**Try it:**
Retype all data exactly as given. Pictures should not be retyped.

Stored data
_ _ _ _ _ _ _

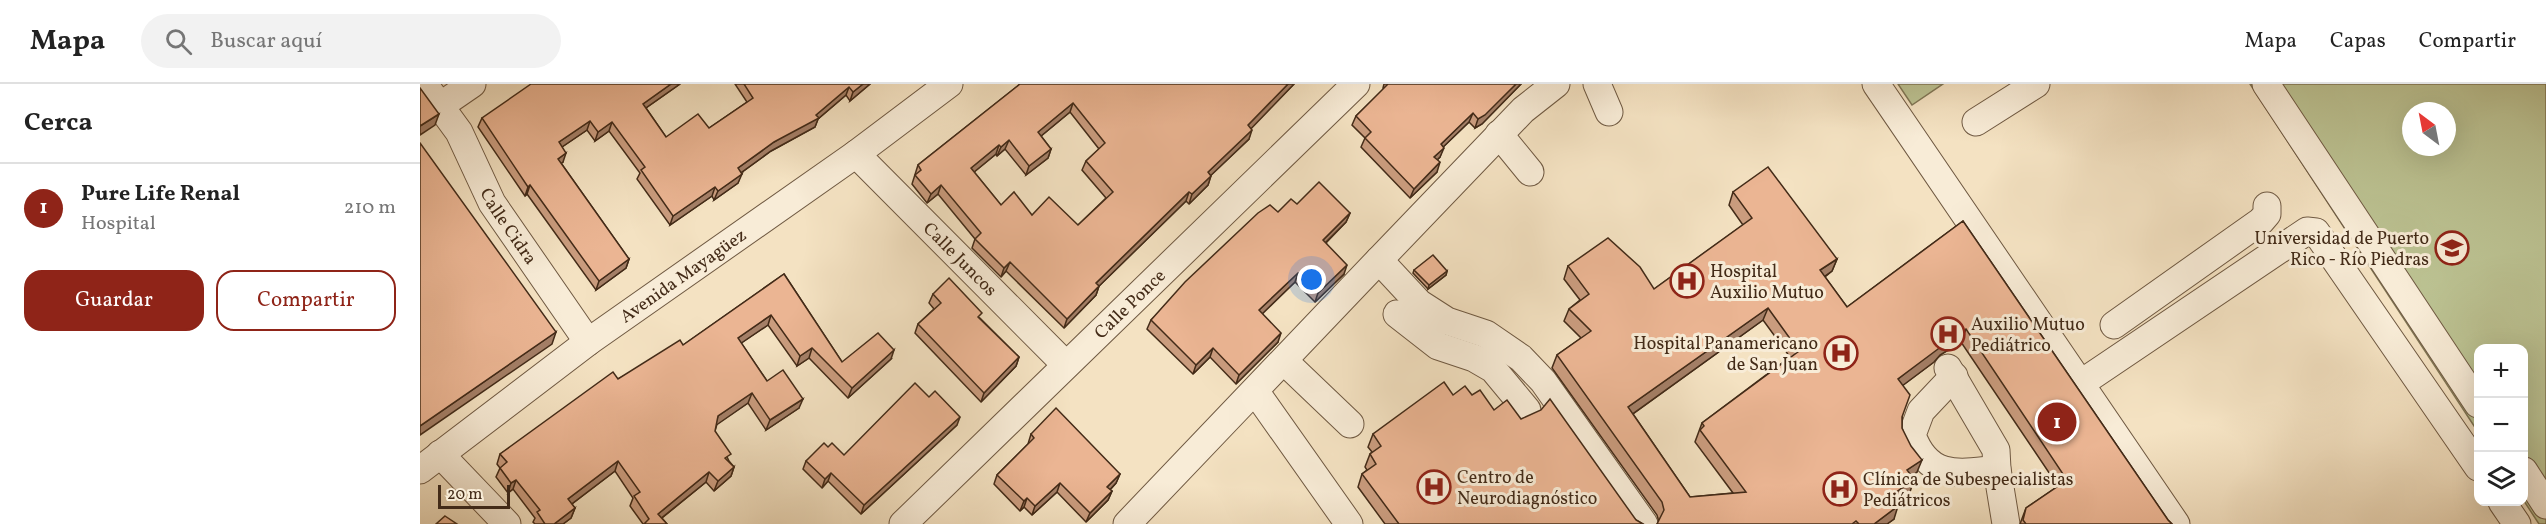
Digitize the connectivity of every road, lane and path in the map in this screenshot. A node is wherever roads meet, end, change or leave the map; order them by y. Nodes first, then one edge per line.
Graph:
1 (424, 84) edge
2 (472, 84) edge
3 (949, 84) edge
4 (1356, 84) edge
5 (1556, 84) edge
6 (1596, 84) edge
7 (1876, 84) edge
8 (2036, 84) edge
9 (2266, 84) edge
10 (441, 106) junction
11 (1609, 112) dead end
12 (1976, 122) dead end
13 (1499, 134) junction
14 (856, 154) junction
15 (1530, 172) dead end
16 (2267, 206) dead end
17 (1379, 261) junction
18 (1398, 314) dead end
19 (2114, 325) dead end
20 (588, 342) junction
21 (1284, 361) junction
22 (1066, 365) junction
23 (2080, 384) junction
24 (1255, 391) junction
25 (2474, 398) edge
26 (1527, 410) dead end
27 (1350, 424) dead end
28 (2474, 461) edge
29 (430, 462) edge
30 (1996, 468) junction
31 (2528, 478) edge
32 (2546, 505) edge
33 (2505, 506) edge
34 (507, 524) edge
35 (903, 524) edge
36 (1127, 524) edge
37 (1349, 524) edge
38 (1644, 524) edge
39 (2006, 524) edge
40 (2176, 524) edge
41 (2517, 524) edge

1 - 10 street, Calle Cidra
2 - 10 street
3 - 14 street, Avenida Mayagüez
4 - 22 street, Calle Ponce
5 - 13 street
6 - 11 street
7 - 23 street
8 - 12 street
9 - 25 street
10 - 20 street, Calle Cidra
13 - 15 street
13 - 17 street
14 - 20 street, Avenida Mayagüez
14 - 22 street, Calle Juncos
16 - 19 street
17 - 21 street
17 - 38 street
18 - 26 street
20 - 29 street, Avenida Mayagüez
21 - 24 street
21 - 27 street
22 - 35 street, Calle Ponce
23 - 28 street
23 - 40 street
24 - 36 street
24 - 37 street
29 - 34 street
30 - 30 street
30 - 39 street
31 - 32 street
33 - 41 street

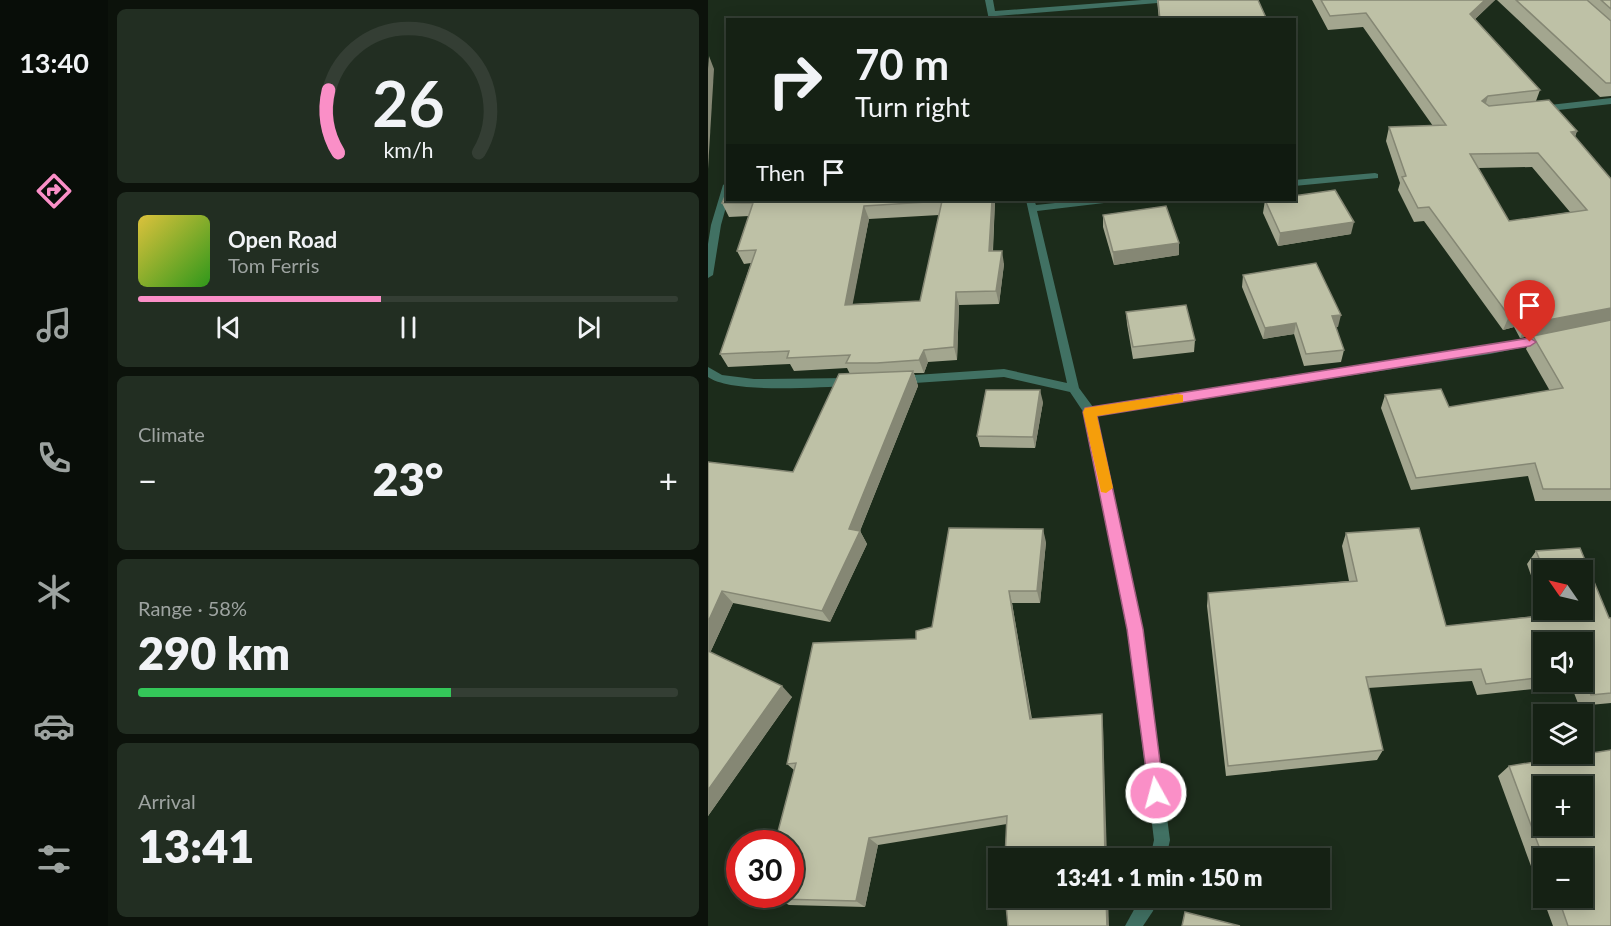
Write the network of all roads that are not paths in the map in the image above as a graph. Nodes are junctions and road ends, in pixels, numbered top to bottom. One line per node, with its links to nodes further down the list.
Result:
1 (989, 0): 3 (street)
2 (1170, 0): 3 (street)
3 (992, 17)
4 (1611, 101): 5 (street)
5 (1530, 110)
6 (1375, 176): 7 (street)
7 (1296, 183)
8 (726, 192): 11 (street)
9 (1086, 201): 10 (street)
10 (1030, 204): 16 (street)
11 (708, 275)
12 (1556, 337): 17 (street)
13 (708, 371): 14 (street)
14 (859, 382)
15 (882, 382): 16 (street)
16 (1074, 389): 17 (street)
17 (1090, 412): 18 (street)
18 (1160, 848)
19 (1146, 908): 20 (street)
20 (1133, 926)

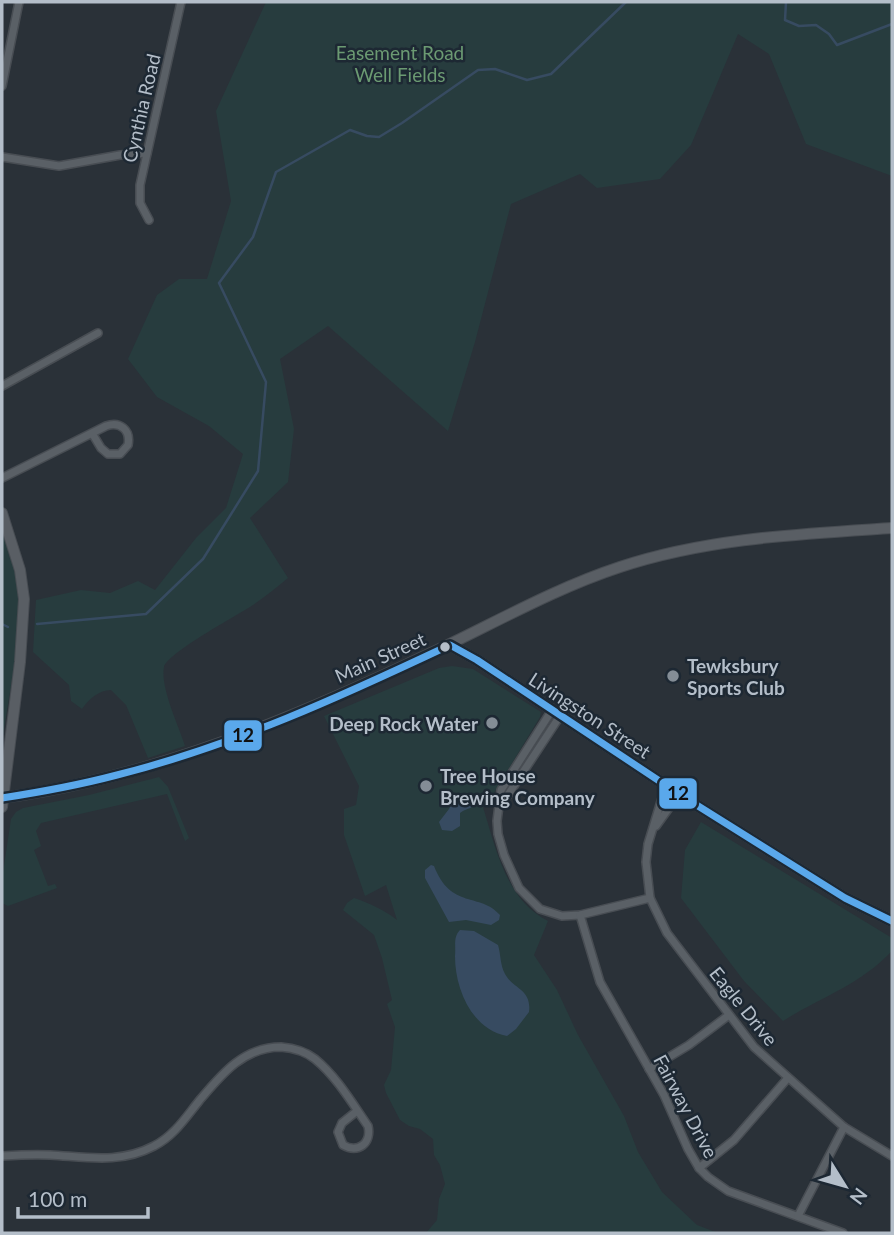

_ _ _ _ _ _ _

**Exercise solution:**
Digitize the connectivity of every road, lane and path in the map in this screenshot. A node is wherever roads meet, end, change or leave the map; order them by y. Nodes first, then one edge per line.
Graph:
1 (424, 84) edge
2 (472, 84) edge
3 (949, 84) edge
4 (1356, 84) edge
5 (1556, 84) edge
6 (1596, 84) edge
7 (1876, 84) edge
8 (2036, 84) edge
9 (2266, 84) edge
10 (441, 106) junction
11 (1609, 112) dead end
12 (1976, 122) dead end
13 (1499, 134) junction
14 (856, 154) junction
15 (1530, 172) dead end
16 (2267, 206) dead end
17 (1379, 261) junction
18 (1398, 314) dead end
19 (2114, 325) dead end
20 (588, 342) junction
21 (1284, 361) junction
22 (1066, 365) junction
23 (2080, 384) junction
24 (1255, 391) junction
25 (2474, 398) edge
26 (1527, 410) dead end
27 (1350, 424) dead end
28 (2474, 461) edge
29 (430, 462) edge
30 (1996, 468) junction
31 (2528, 478) edge
32 (2546, 505) edge
33 (2505, 506) edge
34 (507, 524) edge
35 (903, 524) edge
36 (1127, 524) edge
37 (1349, 524) edge
38 (1644, 524) edge
39 (2006, 524) edge
40 (2176, 524) edge
41 (2517, 524) edge

1 - 10 street, Calle Cidra
2 - 10 street
3 - 14 street, Avenida Mayagüez
4 - 22 street, Calle Ponce
5 - 13 street
6 - 11 street
7 - 23 street
8 - 12 street
9 - 25 street
10 - 20 street, Calle Cidra
13 - 15 street
13 - 17 street
14 - 20 street, Avenida Mayagüez
14 - 22 street, Calle Juncos
16 - 19 street
17 - 21 street
17 - 38 street
18 - 26 street
20 - 29 street, Avenida Mayagüez
21 - 24 street
21 - 27 street
22 - 35 street, Calle Ponce
23 - 28 street
23 - 40 street
24 - 36 street
24 - 37 street
29 - 34 street
30 - 30 street
30 - 39 street
31 - 32 street
33 - 41 street

Write the network of all roads that are not paths in the map in the image above as a graph. Nodes are junctions and road ends, in pixels, numbered top to bottom. One line per node, with its links to nodes further down the list.
Result:
1 (989, 0): 3 (street)
2 (1170, 0): 3 (street)
3 (992, 17)
4 (1611, 101): 5 (street)
5 (1530, 110)
6 (1375, 176): 7 (street)
7 (1296, 183)
8 (726, 192): 11 (street)
9 (1086, 201): 10 (street)
10 (1030, 204): 16 (street)
11 (708, 275)
12 (1556, 337): 17 (street)
13 (708, 371): 14 (street)
14 (859, 382)
15 (882, 382): 16 (street)
16 (1074, 389): 17 (street)
17 (1090, 412): 18 (street)
18 (1160, 848)
19 (1146, 908): 20 (street)
20 (1133, 926)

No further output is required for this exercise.